Reproduce the records below exactly as they appear, omitting any pictures they contain.

- EXTRACTED INFORMATION -
════════
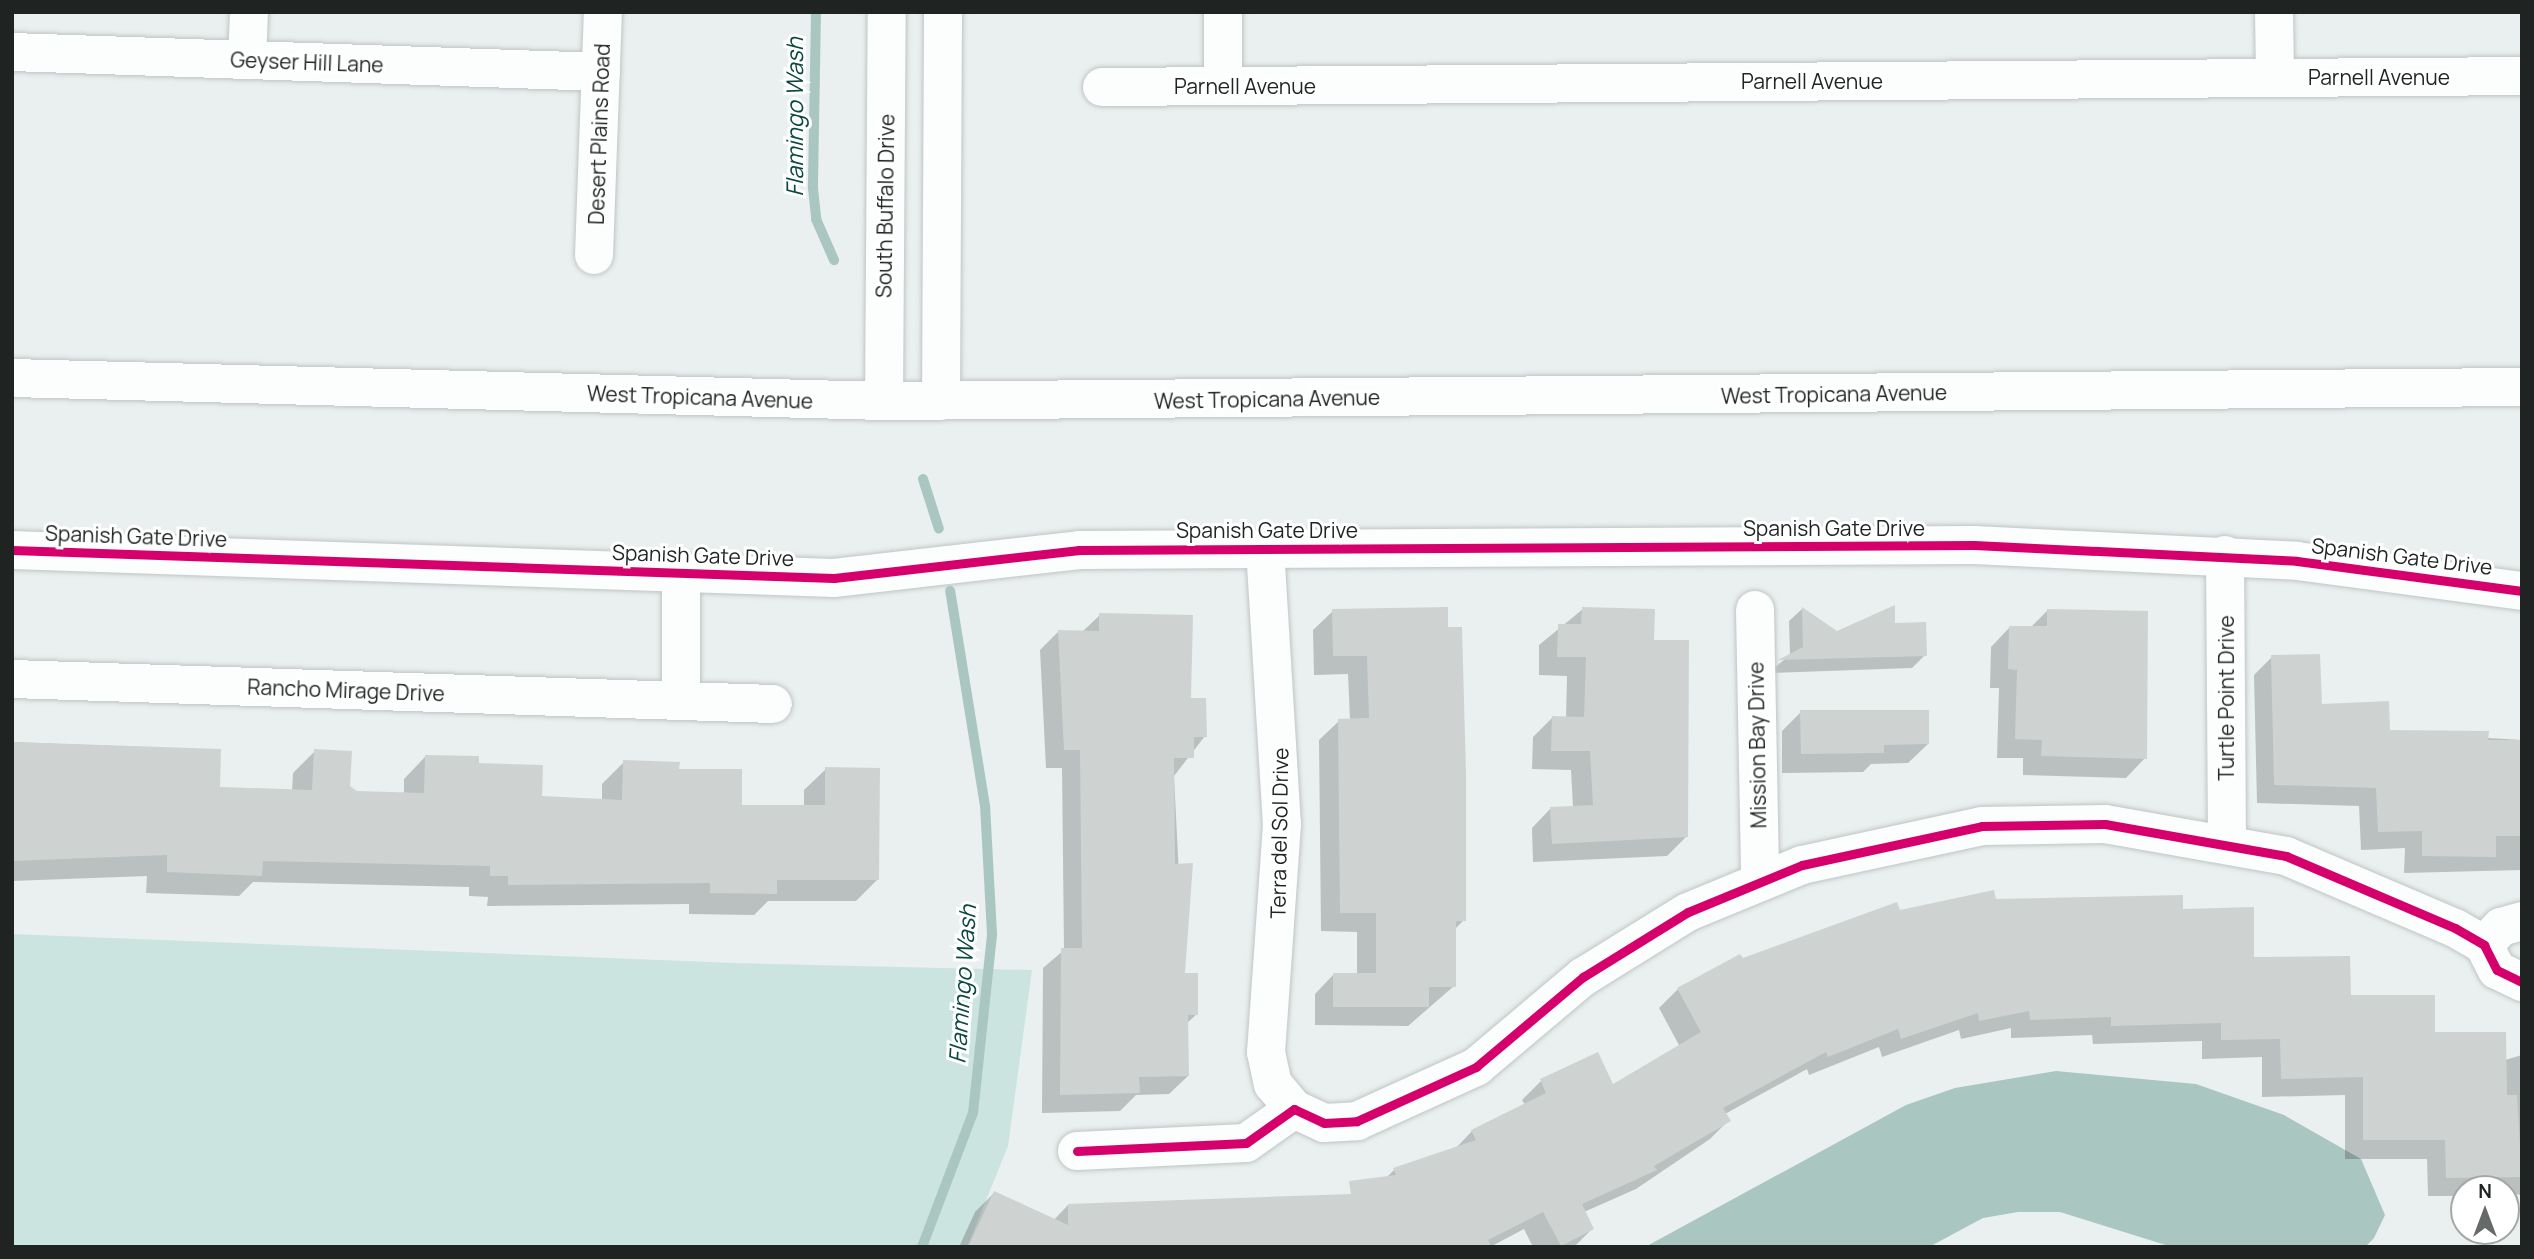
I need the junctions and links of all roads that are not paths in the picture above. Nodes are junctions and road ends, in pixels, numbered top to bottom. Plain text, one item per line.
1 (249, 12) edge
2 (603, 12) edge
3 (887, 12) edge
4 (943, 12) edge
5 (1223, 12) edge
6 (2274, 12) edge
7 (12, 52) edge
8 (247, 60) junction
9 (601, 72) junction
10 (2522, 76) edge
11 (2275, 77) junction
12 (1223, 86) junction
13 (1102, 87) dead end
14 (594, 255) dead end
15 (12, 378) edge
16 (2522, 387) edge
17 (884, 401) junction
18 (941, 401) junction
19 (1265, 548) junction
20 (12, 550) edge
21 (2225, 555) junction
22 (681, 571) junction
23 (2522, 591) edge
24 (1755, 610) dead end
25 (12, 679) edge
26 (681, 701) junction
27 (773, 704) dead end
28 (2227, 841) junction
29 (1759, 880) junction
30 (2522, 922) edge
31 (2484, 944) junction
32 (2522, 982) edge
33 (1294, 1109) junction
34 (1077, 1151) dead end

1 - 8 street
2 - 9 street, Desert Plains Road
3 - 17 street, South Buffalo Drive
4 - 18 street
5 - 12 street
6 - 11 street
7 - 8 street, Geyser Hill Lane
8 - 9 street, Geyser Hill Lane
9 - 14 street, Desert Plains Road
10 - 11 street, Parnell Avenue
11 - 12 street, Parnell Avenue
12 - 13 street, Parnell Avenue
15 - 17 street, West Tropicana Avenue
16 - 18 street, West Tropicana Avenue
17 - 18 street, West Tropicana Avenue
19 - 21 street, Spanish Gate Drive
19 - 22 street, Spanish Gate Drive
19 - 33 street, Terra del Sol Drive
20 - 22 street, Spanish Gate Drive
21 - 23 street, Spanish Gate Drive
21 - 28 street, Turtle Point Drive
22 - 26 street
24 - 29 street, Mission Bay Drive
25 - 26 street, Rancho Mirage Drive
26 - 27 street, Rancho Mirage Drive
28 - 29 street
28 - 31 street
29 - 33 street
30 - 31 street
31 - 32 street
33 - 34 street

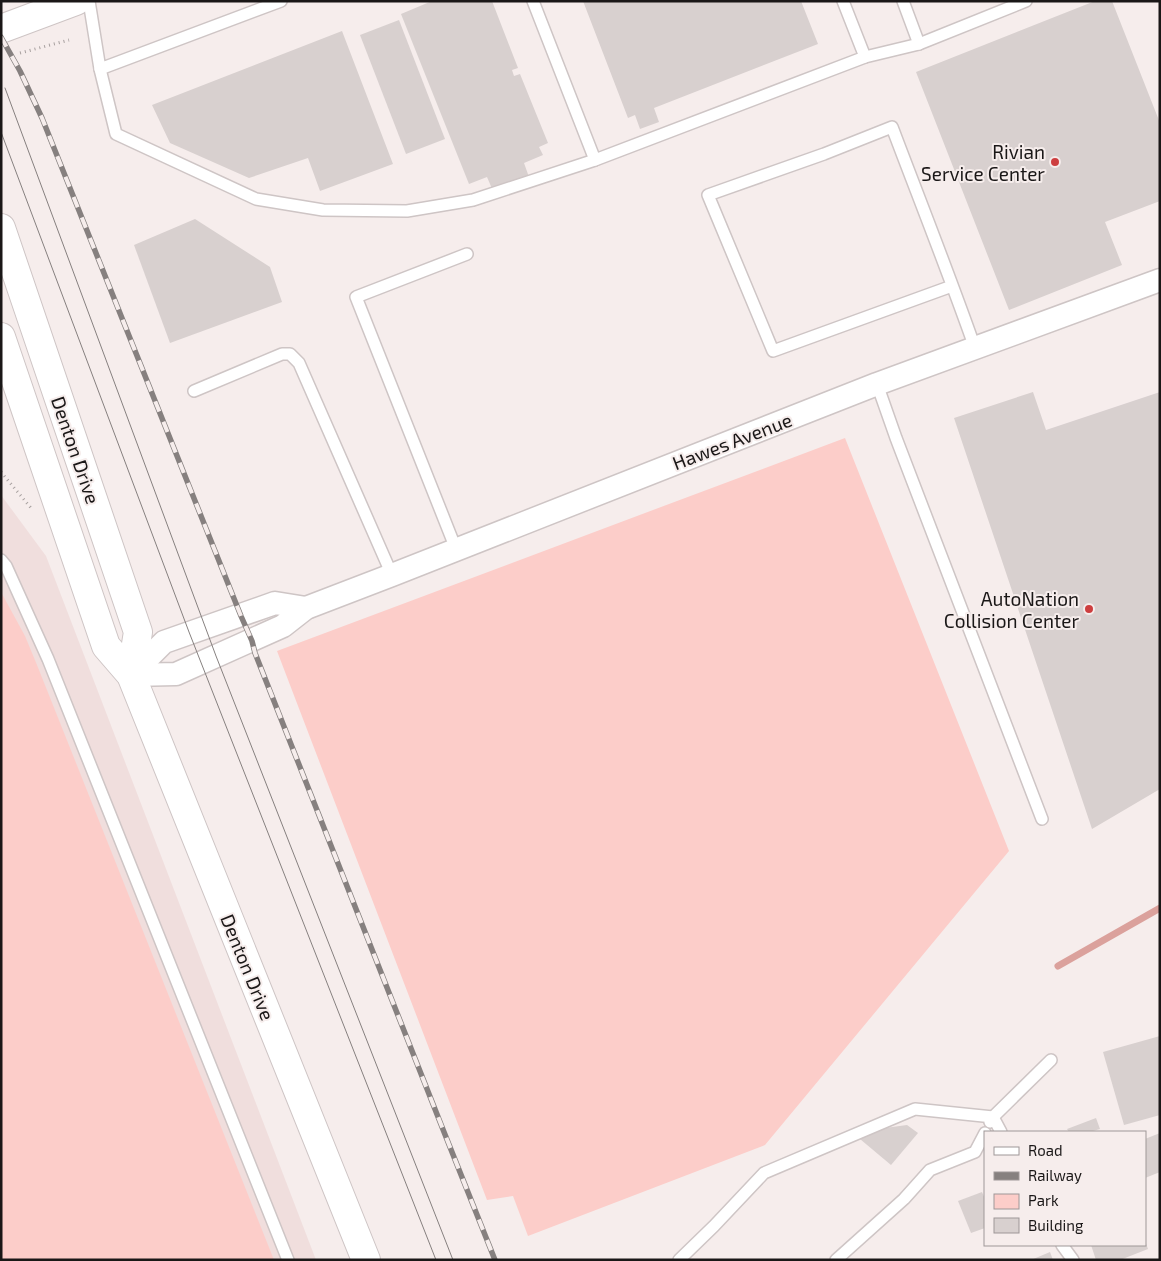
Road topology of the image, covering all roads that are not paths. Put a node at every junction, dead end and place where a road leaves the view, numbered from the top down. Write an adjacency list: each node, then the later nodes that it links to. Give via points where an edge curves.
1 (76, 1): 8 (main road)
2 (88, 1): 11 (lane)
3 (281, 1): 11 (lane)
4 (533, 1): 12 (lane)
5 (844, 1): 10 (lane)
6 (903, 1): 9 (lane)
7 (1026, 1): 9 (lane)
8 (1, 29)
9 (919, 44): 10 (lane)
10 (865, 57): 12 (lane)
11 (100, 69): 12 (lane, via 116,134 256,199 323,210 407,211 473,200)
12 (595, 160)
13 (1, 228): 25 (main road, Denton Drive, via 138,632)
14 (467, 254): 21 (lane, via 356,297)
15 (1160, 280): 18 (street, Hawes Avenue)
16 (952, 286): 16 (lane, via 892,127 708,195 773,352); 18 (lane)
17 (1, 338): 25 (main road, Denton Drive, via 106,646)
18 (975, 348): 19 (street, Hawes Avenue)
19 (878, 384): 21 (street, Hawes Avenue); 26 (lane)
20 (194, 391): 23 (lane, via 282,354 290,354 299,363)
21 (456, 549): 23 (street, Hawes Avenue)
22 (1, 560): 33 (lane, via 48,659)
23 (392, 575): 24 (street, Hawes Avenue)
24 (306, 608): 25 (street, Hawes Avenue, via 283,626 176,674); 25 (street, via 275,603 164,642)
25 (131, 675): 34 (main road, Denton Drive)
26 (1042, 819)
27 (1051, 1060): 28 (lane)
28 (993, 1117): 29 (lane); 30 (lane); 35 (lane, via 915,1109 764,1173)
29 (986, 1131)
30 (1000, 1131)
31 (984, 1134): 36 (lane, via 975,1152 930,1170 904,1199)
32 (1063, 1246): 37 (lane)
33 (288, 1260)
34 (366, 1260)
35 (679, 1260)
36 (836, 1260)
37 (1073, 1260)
════════
- WRITTEN RESPONSE -
I need the junctions and links of all roads that are not paths in the picture above. Nodes are junctions and road ends, in pixels, numbered top to bottom. Plain text, one item per line.
1 (249, 12) edge
2 (603, 12) edge
3 (887, 12) edge
4 (943, 12) edge
5 (1223, 12) edge
6 (2274, 12) edge
7 (12, 52) edge
8 (247, 60) junction
9 (601, 72) junction
10 (2522, 76) edge
11 (2275, 77) junction
12 (1223, 86) junction
13 (1102, 87) dead end
14 (594, 255) dead end
15 (12, 378) edge
16 (2522, 387) edge
17 (884, 401) junction
18 (941, 401) junction
19 (1265, 548) junction
20 (12, 550) edge
21 (2225, 555) junction
22 (681, 571) junction
23 (2522, 591) edge
24 (1755, 610) dead end
25 (12, 679) edge
26 (681, 701) junction
27 (773, 704) dead end
28 (2227, 841) junction
29 (1759, 880) junction
30 (2522, 922) edge
31 (2484, 944) junction
32 (2522, 982) edge
33 (1294, 1109) junction
34 (1077, 1151) dead end

1 - 8 street
2 - 9 street, Desert Plains Road
3 - 17 street, South Buffalo Drive
4 - 18 street
5 - 12 street
6 - 11 street
7 - 8 street, Geyser Hill Lane
8 - 9 street, Geyser Hill Lane
9 - 14 street, Desert Plains Road
10 - 11 street, Parnell Avenue
11 - 12 street, Parnell Avenue
12 - 13 street, Parnell Avenue
15 - 17 street, West Tropicana Avenue
16 - 18 street, West Tropicana Avenue
17 - 18 street, West Tropicana Avenue
19 - 21 street, Spanish Gate Drive
19 - 22 street, Spanish Gate Drive
19 - 33 street, Terra del Sol Drive
20 - 22 street, Spanish Gate Drive
21 - 23 street, Spanish Gate Drive
21 - 28 street, Turtle Point Drive
22 - 26 street
24 - 29 street, Mission Bay Drive
25 - 26 street, Rancho Mirage Drive
26 - 27 street, Rancho Mirage Drive
28 - 29 street
28 - 31 street
29 - 33 street
30 - 31 street
31 - 32 street
33 - 34 street

Road topology of the image, covering all roads that are not paths. Put a node at every junction, dead end and place where a road leaves the view, numbered from the top down. Write an adjacency list: each node, then the later nodes that it links to. Give via points where an edge curves.
1 (76, 1): 8 (main road)
2 (88, 1): 11 (lane)
3 (281, 1): 11 (lane)
4 (533, 1): 12 (lane)
5 (844, 1): 10 (lane)
6 (903, 1): 9 (lane)
7 (1026, 1): 9 (lane)
8 (1, 29)
9 (919, 44): 10 (lane)
10 (865, 57): 12 (lane)
11 (100, 69): 12 (lane, via 116,134 256,199 323,210 407,211 473,200)
12 (595, 160)
13 (1, 228): 25 (main road, Denton Drive, via 138,632)
14 (467, 254): 21 (lane, via 356,297)
15 (1160, 280): 18 (street, Hawes Avenue)
16 (952, 286): 16 (lane, via 892,127 708,195 773,352); 18 (lane)
17 (1, 338): 25 (main road, Denton Drive, via 106,646)
18 (975, 348): 19 (street, Hawes Avenue)
19 (878, 384): 21 (street, Hawes Avenue); 26 (lane)
20 (194, 391): 23 (lane, via 282,354 290,354 299,363)
21 (456, 549): 23 (street, Hawes Avenue)
22 (1, 560): 33 (lane, via 48,659)
23 (392, 575): 24 (street, Hawes Avenue)
24 (306, 608): 25 (street, Hawes Avenue, via 283,626 176,674); 25 (street, via 275,603 164,642)
25 (131, 675): 34 (main road, Denton Drive)
26 (1042, 819)
27 (1051, 1060): 28 (lane)
28 (993, 1117): 29 (lane); 30 (lane); 35 (lane, via 915,1109 764,1173)
29 (986, 1131)
30 (1000, 1131)
31 (984, 1134): 36 (lane, via 975,1152 930,1170 904,1199)
32 (1063, 1246): 37 (lane)
33 (288, 1260)
34 (366, 1260)
35 (679, 1260)
36 (836, 1260)
37 (1073, 1260)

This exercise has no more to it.